Get It Right: Russia’s “Security Equation” Proposal Isn’t An “Ultimatum”! – Andrew Korybko OneWorld
This inaccurate interpretation of the facts reinforces the notion that Russia isn’t a reliable negotiator, has ulterior motives, and is hellbent on saber-rattling nuclear war with the West.

President Putin clarified on two occasions that his country’s “security equation” proposals to the US and NATO aren’t tantamount to the so-called “ultimatum” that the Mainstream Media (MSM) and the Alt-Media Community (AMC) have both curiously misdescribed it as. The prevailing but ultimately false narrative is that Russia imposed a package of demands on its counterparts that it knows would be absolutely unacceptable for them to agree to. This inaccurate interpretation of the facts reinforces the notion that Russia isn’t a reliable negotiator, has ulterior motives, and is hellbent on saber-rattling nuclear war with the West. The MSM perceives this in a negative light while some very misguided but influential figures in the AMC seem to approve of this delusional perception for whatever their radical ideological reasons may be. They’re both wrong, though, as President Putin made abundantly clear.

The Russian leader said on 21 December that “We already see that some of our ill-wishers, let me say directly, are interpreting them (these drafts – TASS) as an ultimatum from the Russian side. Is it an ultimatum or not? Certainly not.” He then followed up a few days later on 26 December by explaining that “We did not suggest [those guarantees] to blackball or stop something, in the context of this diplomatic process, but to achieve a diplomatic negotiations result that is legally set, as I said already, within the framework of the documents that we proposed. And we will work toward it specifically.” To paraphrase the gist of his statements, President Putin believes that only “ill-wishers” deceitfully describe his country’s “security equation” proposals as an “ultimatum” because Russia sincerely hopes to strike a diplomatic deal with its counterparts.

No objective observer should have ever considered the MSM to have any “well wishes” towards Russia, but the AMC is an altogether different story since many of its members – both regular folks and influencers alike – present themselves as friendly towards Russia. This raises the question of why they insist that its “security equation” proposals constitute an “ultimatum” despite President Putin himself clarifying twice that this is the completely wrong way to interpret his country’s diplomatic outreaches. It can’t be known for sure since each individual who propagated this false interpretation of the facts should ideally account for why they did so themselves if hopefully pressured by their audience to do so, but it’s likely connected to the wishful thinking fantasies that have regrettably pervaded the AMC in recent years and become the standard of “political correctness” within it among many.

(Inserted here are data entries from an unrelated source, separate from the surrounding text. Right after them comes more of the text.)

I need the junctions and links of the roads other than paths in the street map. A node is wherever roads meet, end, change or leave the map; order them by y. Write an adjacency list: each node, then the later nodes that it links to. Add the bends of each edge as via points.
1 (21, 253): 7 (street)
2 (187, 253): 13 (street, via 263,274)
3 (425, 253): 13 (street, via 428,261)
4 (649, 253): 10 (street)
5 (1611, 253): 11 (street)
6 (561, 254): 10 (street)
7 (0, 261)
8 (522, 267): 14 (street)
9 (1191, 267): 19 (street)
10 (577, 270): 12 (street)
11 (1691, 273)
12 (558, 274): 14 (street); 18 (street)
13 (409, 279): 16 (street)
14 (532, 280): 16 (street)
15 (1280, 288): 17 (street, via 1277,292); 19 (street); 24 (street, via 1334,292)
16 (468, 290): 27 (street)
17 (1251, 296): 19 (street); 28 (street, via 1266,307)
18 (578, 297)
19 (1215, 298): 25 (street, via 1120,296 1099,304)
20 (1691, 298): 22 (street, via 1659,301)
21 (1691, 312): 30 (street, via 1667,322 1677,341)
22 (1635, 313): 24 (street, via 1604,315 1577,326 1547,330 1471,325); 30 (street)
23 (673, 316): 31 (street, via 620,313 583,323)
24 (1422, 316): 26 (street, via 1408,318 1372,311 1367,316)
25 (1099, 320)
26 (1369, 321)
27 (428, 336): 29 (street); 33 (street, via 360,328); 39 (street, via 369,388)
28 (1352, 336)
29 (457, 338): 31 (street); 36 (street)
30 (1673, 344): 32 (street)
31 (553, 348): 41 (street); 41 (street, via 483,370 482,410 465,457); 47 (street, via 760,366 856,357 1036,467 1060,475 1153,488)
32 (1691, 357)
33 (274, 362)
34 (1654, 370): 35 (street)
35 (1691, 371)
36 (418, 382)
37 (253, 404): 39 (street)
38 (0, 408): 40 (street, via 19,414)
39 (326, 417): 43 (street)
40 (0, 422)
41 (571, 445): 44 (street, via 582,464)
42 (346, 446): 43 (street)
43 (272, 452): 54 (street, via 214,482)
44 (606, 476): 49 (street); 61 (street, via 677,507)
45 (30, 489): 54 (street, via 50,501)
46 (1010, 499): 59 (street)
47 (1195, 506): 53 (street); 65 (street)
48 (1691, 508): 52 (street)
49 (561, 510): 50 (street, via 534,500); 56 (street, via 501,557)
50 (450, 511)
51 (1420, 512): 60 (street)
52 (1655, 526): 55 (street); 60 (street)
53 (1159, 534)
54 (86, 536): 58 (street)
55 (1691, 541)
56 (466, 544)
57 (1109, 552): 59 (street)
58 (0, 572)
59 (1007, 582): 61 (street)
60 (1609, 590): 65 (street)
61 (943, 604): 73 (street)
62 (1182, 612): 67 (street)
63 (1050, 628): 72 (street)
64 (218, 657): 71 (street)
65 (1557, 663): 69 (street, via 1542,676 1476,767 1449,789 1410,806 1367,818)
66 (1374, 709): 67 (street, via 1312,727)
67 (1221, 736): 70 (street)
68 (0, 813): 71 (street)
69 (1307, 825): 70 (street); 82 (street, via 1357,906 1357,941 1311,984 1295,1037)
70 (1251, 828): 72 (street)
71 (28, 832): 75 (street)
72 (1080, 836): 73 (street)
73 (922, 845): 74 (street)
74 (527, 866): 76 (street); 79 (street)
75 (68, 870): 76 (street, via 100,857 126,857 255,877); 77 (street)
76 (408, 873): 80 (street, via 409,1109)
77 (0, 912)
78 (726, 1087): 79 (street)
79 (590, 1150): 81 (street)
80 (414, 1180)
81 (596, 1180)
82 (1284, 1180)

In particular, there’s this totally discredited theory that President Putin is playing “5D chess” against the West whereby it’s presumed that he’s “always winning” against them even if it looks like Russia suffered some comparative setbacks or is pragmatically reaching out them to strike a compromise like its latest “security equation” proposals aim to do. Believers in this cultish theory are also convinced that the Russian leader secretly supports whatever they do even when he says the opposite in public. A perfect case in point of this is his very proud displays of philoSemitism, which the AMC’s “5D chess” cultists ridiculously interpret as him “tricking the Zionists” since they think he “secretly hates them” and is “allied with the Iranian-led Resistance” in order to “liberate Palestine” sometime “in the coming future”. Similarly, “5D chess” cultists also think that he vehemently hates the West and wants to destroy it.

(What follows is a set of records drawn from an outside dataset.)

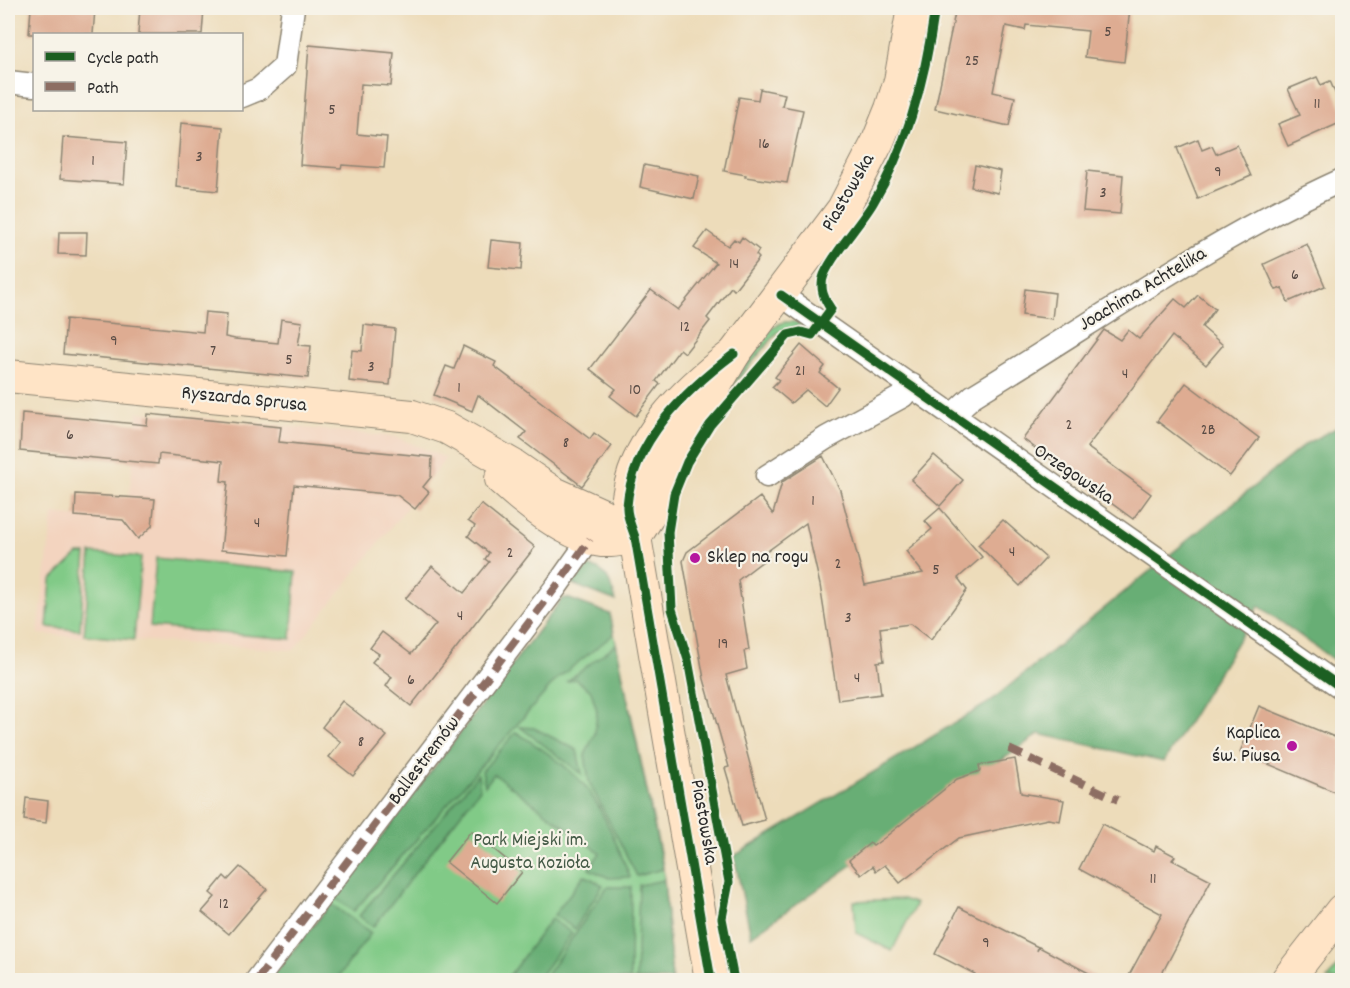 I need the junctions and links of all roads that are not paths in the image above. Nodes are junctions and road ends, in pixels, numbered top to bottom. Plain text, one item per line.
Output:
1 (293, 8) edge
2 (913, 8) edge
3 (8, 82) edge
4 (33, 85) edge
5 (243, 96) edge
6 (1342, 180) edge
7 (781, 295) junction
8 (8, 376) edge
9 (912, 385) junction
10 (952, 415) junction
11 (474, 446) junction
12 (766, 476) dead end
13 (635, 537) junction
14 (590, 539) junction
15 (1342, 688) edge
16 (1342, 910) edge
17 (257, 981) edge
18 (711, 981) edge
19 (1287, 981) edge

1 - 5 street
2 - 7 street, Piastowska
3 - 4 street
6 - 10 street, Joachima Achtelika
7 - 9 street, Orzegowska
7 - 13 street, Piastowska
8 - 11 street, Ryszarda Sprusa
9 - 10 street, Orzegowska
9 - 12 street
10 - 15 street, Orzegowska
11 - 13 street, Ryszarda Sprusa
11 - 14 street, Ryszarda Sprusa
13 - 14 street, Ryszarda Sprusa
13 - 18 street, Piastowska
14 - 17 street, Ballestremów
16 - 19 street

In reality, President Putin extensively elaborated on his country’s pragmatic foreign policy during a briefing in late November to his Ministry of Foreign Affairs. This complemented what Foreign Minister Lavrov said a month prior in November when describing his country’s foreign policy as non-ideological. In other words, it is categorically false to claim that Russian foreign policy is formulated under the influence of blind ideological hatred of the West or anyone else for that matter like many in the AMC unfortunately think. Those whose perceptions of its policies have been perverted through that false paradigm wrongly consider its “security equation” proposals to be an “ultimatum” since they can’t countenance for ideological reasons that the country sincerely wants to clinch a deal with the West. As a result, they inadvertently function as “ill-wishers” by trying to discredit President Putin’s own words.

The lesson to be learned is that even the most “well-intended” members of the AMC can unwittingly work against the interests of the same country that they claim to support if they get carried away with their ideologically driven wishful thinking. They might truly believe in their own minds that they’re “reading Putin’s thoughts” and “articulating them to his audience”, but this is nothing more than a delusion, one which becomes collective the more that other cultists pick up and amplify these false assessments. It’s one thing to have a contrarian opinion about a country’s policies and another to openly contradict its head of state when he passionately clarified the intentions behind the most significant security proposal in three decades on two separate occasions. Genuine friends of Russia would reconsider their views after this happened, while “ill-wishers” will double down due to their delusions.